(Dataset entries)
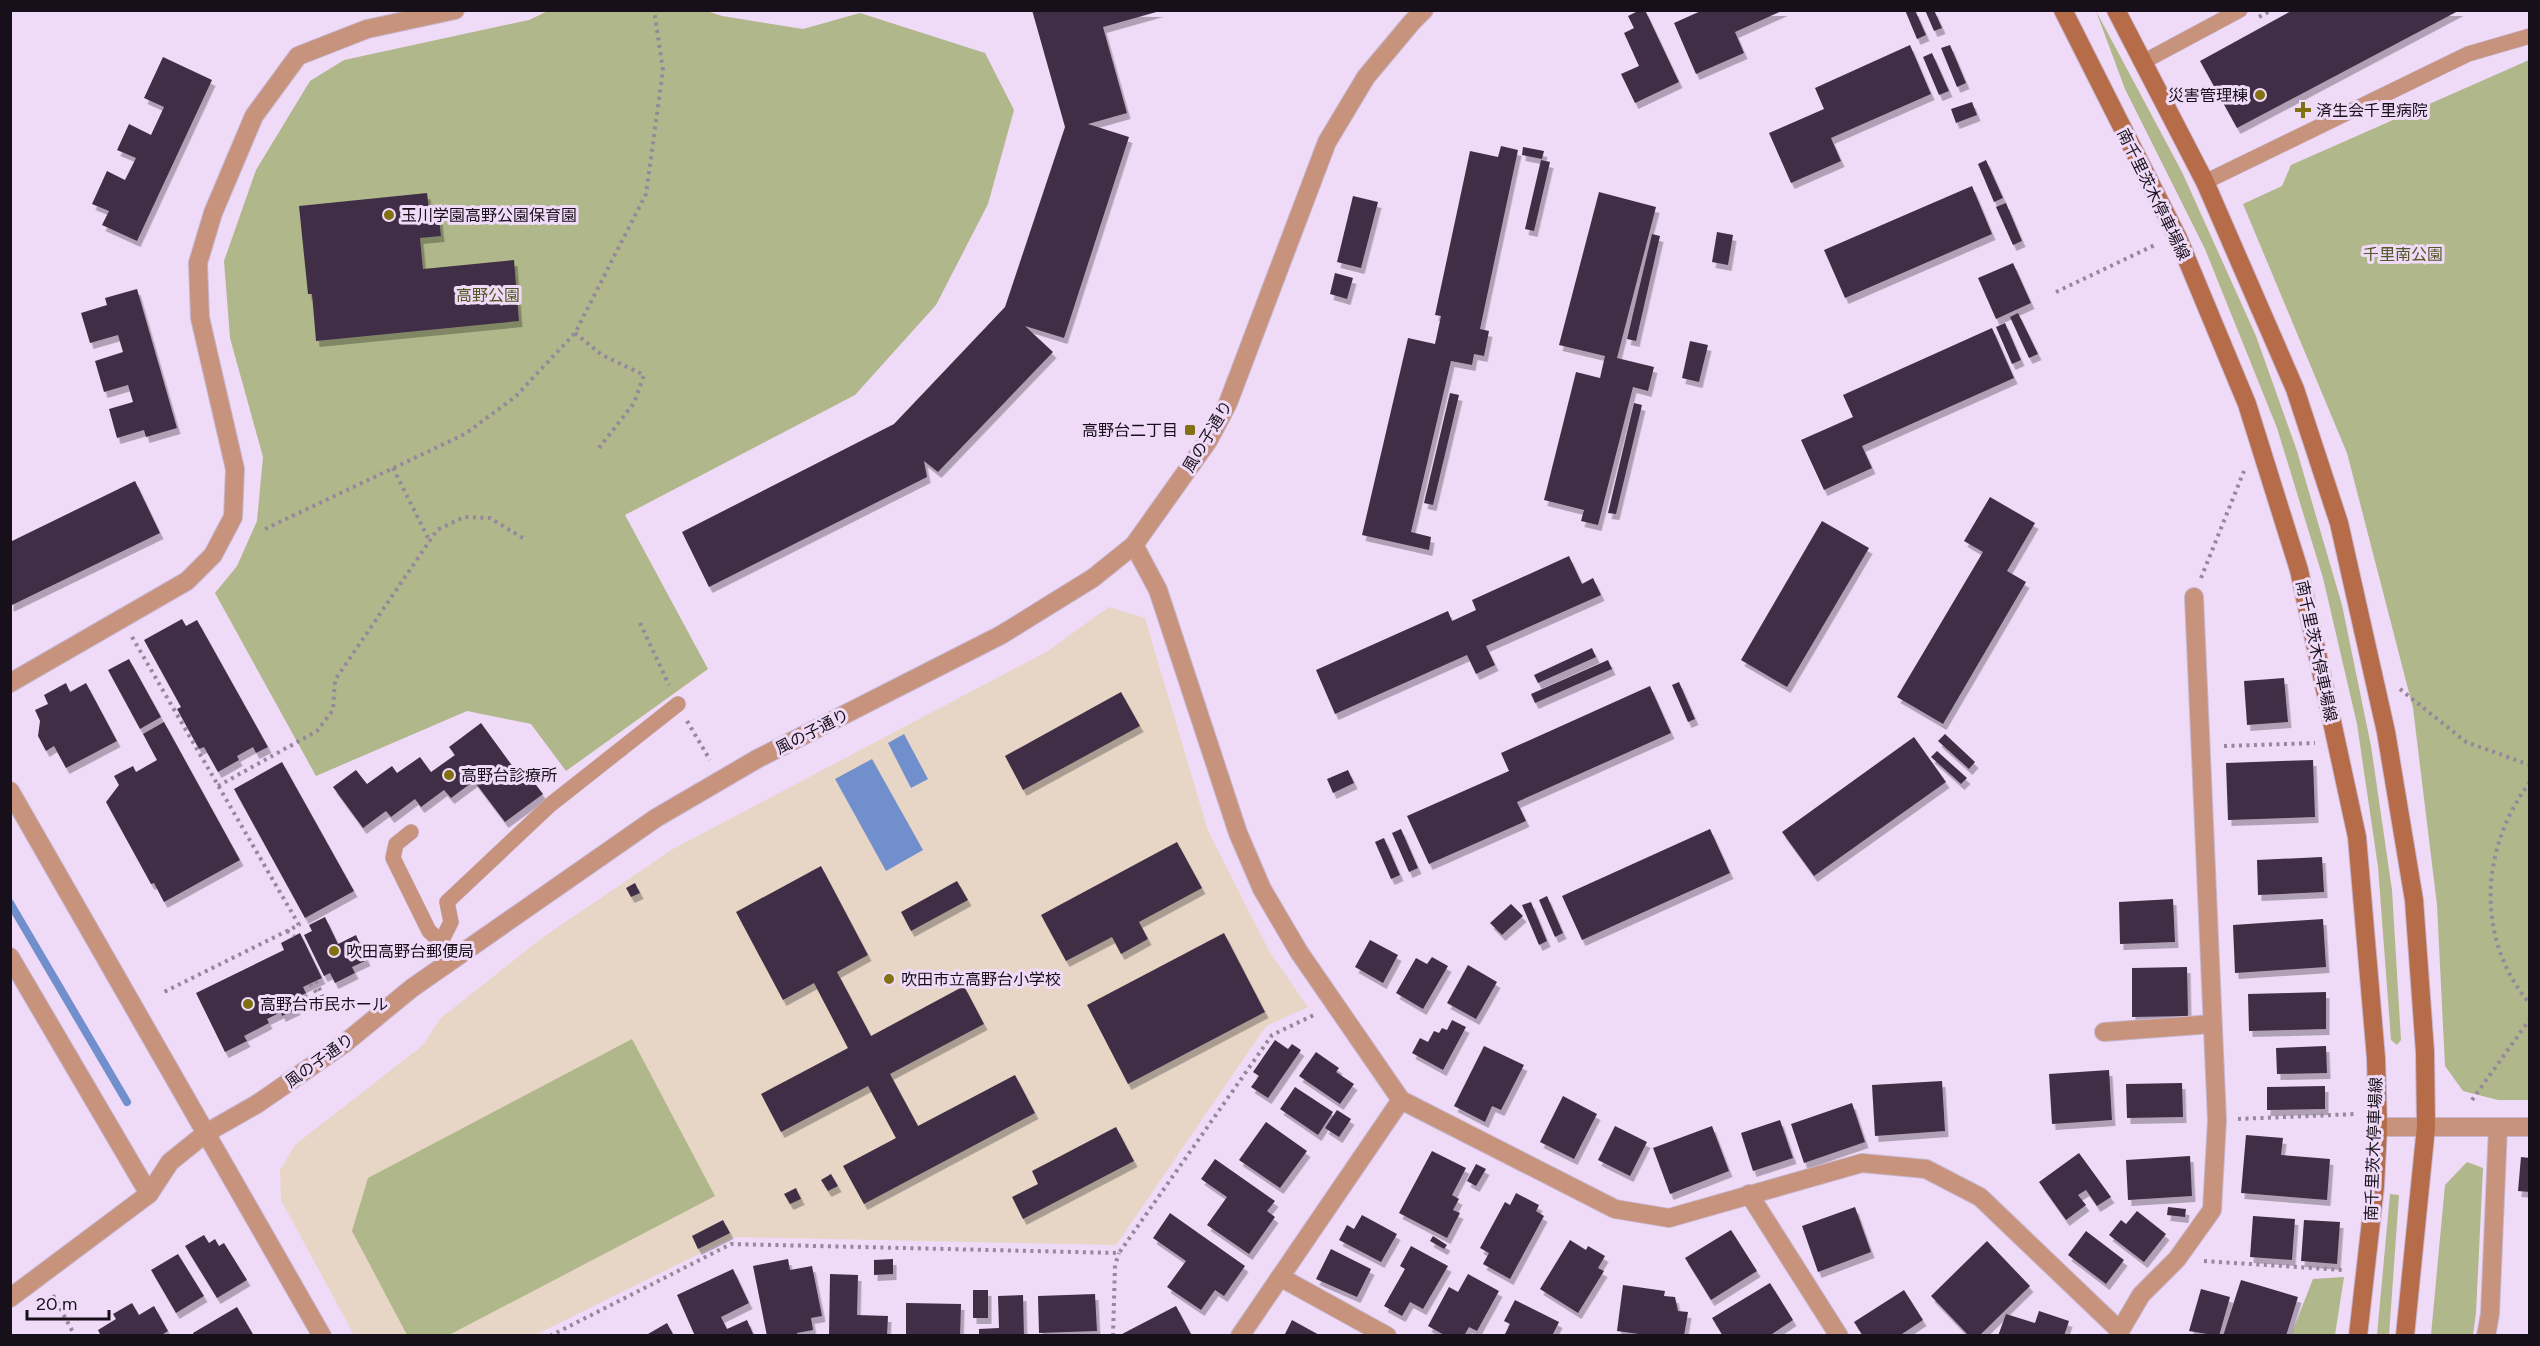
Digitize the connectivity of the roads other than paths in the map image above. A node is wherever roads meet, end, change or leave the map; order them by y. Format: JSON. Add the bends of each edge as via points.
{"nodes":[{"id":1,"x":455,"y":10,"type":"edge"},
{"id":2,"x":1424,"y":10,"type":"edge"},
{"id":3,"x":2063,"y":10,"type":"edge"},
{"id":4,"x":2115,"y":10,"type":"edge"},
{"id":5,"x":2240,"y":10,"type":"edge"},
{"id":6,"x":2529,"y":36,"type":"edge"},
{"id":7,"x":2143,"y":62,"type":"junction"},
{"id":8,"x":2205,"y":182,"type":"junction"},
{"id":9,"x":1134,"y":545,"type":"junction"},
{"id":10,"x":2194,"y":597,"type":"road end"},
{"id":11,"x":10,"y":683,"type":"edge"},
{"id":12,"x":678,"y":704,"type":"road end"},
{"id":13,"x":10,"y":791,"type":"edge"},
{"id":14,"x":411,"y":832,"type":"dead end"},
{"id":15,"x":441,"y":942,"type":"junction"},
{"id":16,"x":10,"y":957,"type":"edge"},
{"id":17,"x":450,"y":961,"type":"junction"},
{"id":18,"x":2212,"y":1024,"type":"junction"},
{"id":19,"x":2103,"y":1032,"type":"dead end"},
{"id":20,"x":1401,"y":1100,"type":"junction"},
{"id":21,"x":2378,"y":1127,"type":"junction"},
{"id":22,"x":2426,"y":1127,"type":"junction"},
{"id":23,"x":2498,"y":1127,"type":"junction"},
{"id":24,"x":2529,"y":1127,"type":"edge"},
{"id":25,"x":206,"y":1133,"type":"junction"},
{"id":26,"x":149,"y":1194,"type":"junction"},
{"id":27,"x":1749,"y":1194,"type":"junction"},
{"id":28,"x":1280,"y":1277,"type":"junction"},
{"id":29,"x":10,"y":1298,"type":"edge"},
{"id":30,"x":2120,"y":1333,"type":"edge"},
{"id":31,"x":322,"y":1335,"type":"edge"},
{"id":32,"x":1240,"y":1335,"type":"edge"},
{"id":33,"x":1387,"y":1335,"type":"edge"},
{"id":34,"x":1839,"y":1335,"type":"edge"},
{"id":35,"x":2358,"y":1335,"type":"edge"},
{"id":36,"x":2405,"y":1335,"type":"edge"},
{"id":37,"x":2486,"y":1335,"type":"edge"}],
"edges":[{"from":1,"to":11,"type":"street","via":[[367,29],[298,56],[254,116],[213,213],[198,263],[200,318],[235,469],[233,517],[213,555],[187,581]]},
{"from":2,"to":9,"type":"street","name":"風の子通り","via":[[1366,76],[1327,142],[1228,403],[1208,441]]},
{"from":3,"to":21,"type":"main road","name":"南千里茨木停車場線","via":[[2182,249],[2247,404],[2299,570],[2357,837]]},
{"from":4,"to":7,"type":"main road"},
{"from":5,"to":7,"type":"lane"},
{"from":6,"to":8,"type":"lane","via":[[2468,54]]},
{"from":7,"to":8,"type":"main road"},
{"from":8,"to":22,"type":"main road","via":[[2295,389],[2339,523],[2386,732],[2414,900]]},
{"from":9,"to":17,"type":"street","name":"風の子通り","via":[[1093,579],[1001,635],[757,759],[656,818]]},
{"from":9,"to":20,"type":"street","via":[[1158,590],[1238,832],[1262,889],[1299,952]]},
{"from":10,"to":18,"type":"street"},
{"from":12,"to":15,"type":"lane","via":[[550,805],[447,902],[451,921]]},
{"from":13,"to":25,"type":"street"},
{"from":14,"to":15,"type":"lane","via":[[396,844],[393,858],[429,931]]},
{"from":15,"to":17,"type":"lane"},
{"from":16,"to":26,"type":"street"},
{"from":17,"to":25,"type":"street","name":"風の子通り","via":[[335,1050],[257,1104]]},
{"from":18,"to":19,"type":"street"},
{"from":18,"to":30,"type":"street","via":[[2217,1120],[2212,1210],[2177,1259],[2141,1295]]},
{"from":20,"to":27,"type":"street","via":[[1615,1209],[1669,1218]]},
{"from":20,"to":28,"type":"street"},
{"from":21,"to":22,"type":"street"},
{"from":21,"to":35,"type":"main road","name":"南千里茨木停車場線"},
{"from":22,"to":23,"type":"street"},
{"from":22,"to":36,"type":"main road"},
{"from":23,"to":24,"type":"street"},
{"from":23,"to":37,"type":"street"},
{"from":25,"to":26,"type":"street","name":"風の子通り","via":[[170,1161]]},
{"from":25,"to":31,"type":"street"},
{"from":26,"to":29,"type":"street","name":"風の子通り"},
{"from":27,"to":30,"type":"street","via":[[1862,1163],[1926,1169],[1980,1197]]},
{"from":27,"to":34,"type":"street"},
{"from":28,"to":32,"type":"street"},
{"from":28,"to":33,"type":"street"}]}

• **Your goal**: Please go through the data above and copy every line that has the word "main".

• **Task response**:
{"from":3,"to":21,"type":"main road","name":"南千里茨木停車場線","via":[[2182,249],[2247,404],[2299,570],[2357,837]]},
{"from":4,"to":7,"type":"main road"},
{"from":7,"to":8,"type":"main road"},
{"from":8,"to":22,"type":"main road","via":[[2295,389],[2339,523],[2386,732],[2414,900]]},
{"from":21,"to":35,"type":"main road","name":"南千里茨木停車場線"},
{"from":22,"to":36,"type":"main road"},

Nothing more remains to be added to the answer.